* WORK REQUIRED
Below are the records. List every line holding the word "path".

* RECORDS PROVIDED
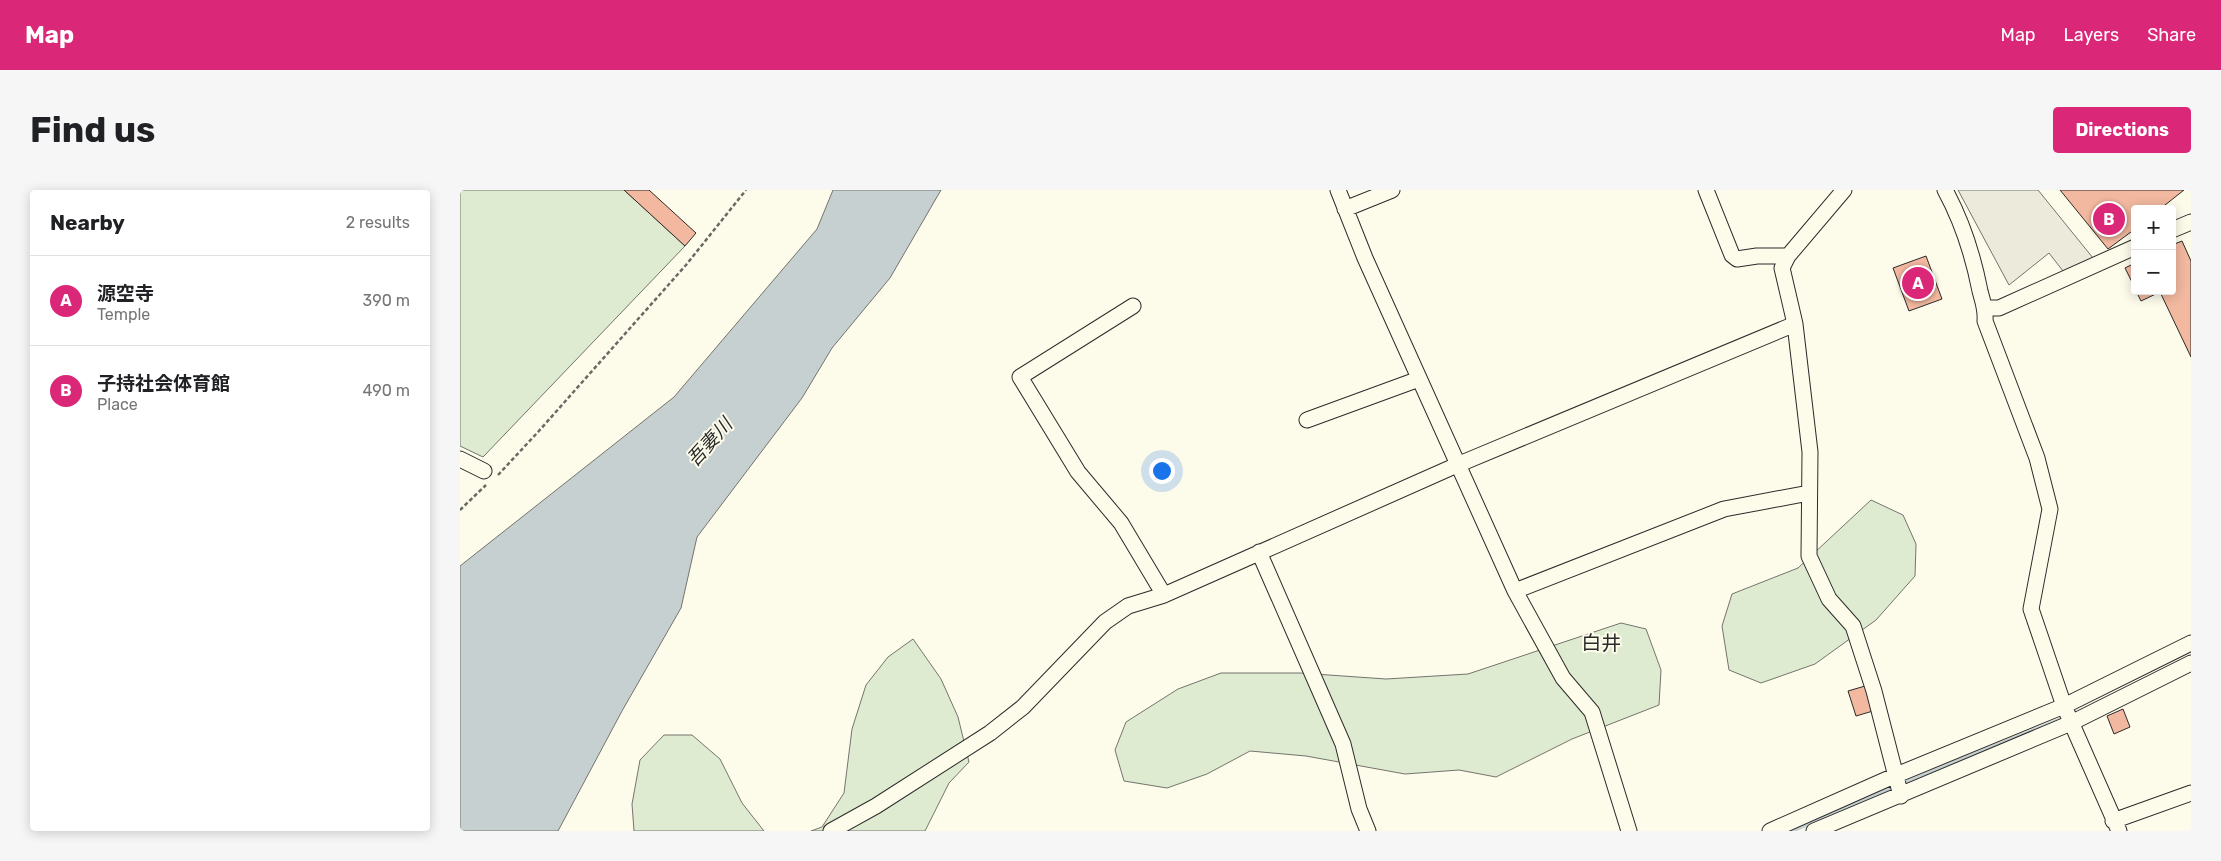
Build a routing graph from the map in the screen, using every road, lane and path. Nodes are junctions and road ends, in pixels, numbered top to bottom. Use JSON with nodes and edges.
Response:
{"nodes":[{"id":1,"x":746,"y":190,"type":"edge"},
{"id":2,"x":1338,"y":190,"type":"edge"},
{"id":3,"x":1392,"y":190,"type":"edge"},
{"id":4,"x":1706,"y":190,"type":"edge"},
{"id":5,"x":1844,"y":190,"type":"edge"},
{"id":6,"x":1945,"y":190,"type":"edge"},
{"id":7,"x":1346,"y":209,"type":"junction"},
{"id":8,"x":2191,"y":222,"type":"edge"},
{"id":9,"x":2176,"y":228,"type":"edge"},
{"id":10,"x":2131,"y":249,"type":"edge"},
{"id":11,"x":1788,"y":256,"type":"junction"},
{"id":12,"x":1133,"y":306,"type":"dead end"},
{"id":13,"x":1986,"y":308,"type":"junction"},
{"id":14,"x":1795,"y":324,"type":"junction"},
{"id":15,"x":1418,"y":379,"type":"junction"},
{"id":16,"x":1307,"y":420,"type":"dead end"},
{"id":17,"x":460,"y":459,"type":"edge"},
{"id":18,"x":1457,"y":465,"type":"junction"},
{"id":19,"x":484,"y":471,"type":"dead end"},
{"id":20,"x":1809,"y":493,"type":"junction"},
{"id":21,"x":460,"y":510,"type":"edge"},
{"id":22,"x":1259,"y":552,"type":"junction"},
{"id":23,"x":1515,"y":591,"type":"junction"},
{"id":24,"x":1164,"y":595,"type":"junction"},
{"id":25,"x":2191,"y":644,"type":"edge"},
{"id":26,"x":2191,"y":663,"type":"edge"},
{"id":27,"x":2068,"y":715,"type":"junction"},
{"id":28,"x":1897,"y":786,"type":"junction"},
{"id":29,"x":2191,"y":793,"type":"edge"},
{"id":30,"x":2116,"y":826,"type":"edge"},
{"id":31,"x":831,"y":831,"type":"edge"},
{"id":32,"x":1368,"y":831,"type":"edge"},
{"id":33,"x":1629,"y":831,"type":"edge"},
{"id":34,"x":1770,"y":831,"type":"edge"},
{"id":35,"x":1814,"y":831,"type":"edge"}],
"edges":[{"from":1,"to":21,"type":"path"},
{"from":2,"to":7,"type":"street"},
{"from":3,"to":7,"type":"street"},
{"from":4,"to":11,"type":"street"},
{"from":5,"to":11,"type":"street"},
{"from":6,"to":13,"type":"street"},
{"from":7,"to":15,"type":"street"},
{"from":8,"to":9,"type":"street"},
{"from":10,"to":13,"type":"street"},
{"from":11,"to":14,"type":"street"},
{"from":12,"to":24,"type":"street"},
{"from":13,"to":27,"type":"street"},
{"from":14,"to":18,"type":"street"},
{"from":14,"to":20,"type":"street"},
{"from":15,"to":16,"type":"street"},
{"from":15,"to":18,"type":"street"},
{"from":17,"to":19,"type":"street"},
{"from":18,"to":22,"type":"street"},
{"from":18,"to":23,"type":"street"},
{"from":20,"to":23,"type":"street"},
{"from":20,"to":28,"type":"street"},
{"from":22,"to":24,"type":"street"},
{"from":22,"to":32,"type":"street"},
{"from":23,"to":33,"type":"street"},
{"from":24,"to":31,"type":"street"},
{"from":25,"to":27,"type":"street"},
{"from":26,"to":27,"type":"street"},
{"from":27,"to":28,"type":"street"},
{"from":27,"to":28,"type":"street"},
{"from":27,"to":30,"type":"street"},
{"from":28,"to":34,"type":"street"},
{"from":28,"to":35,"type":"street"},
{"from":29,"to":30,"type":"street"}]}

* RESPONSE TO THE EXERCISE
Build a routing graph from the map in the screen, using every road, lane and path. Nodes are junctions and road ends, in pixels, numbered top to bottom. Use JSON with nodes and edges.
"edges":[{"from":1,"to":21,"type":"path"},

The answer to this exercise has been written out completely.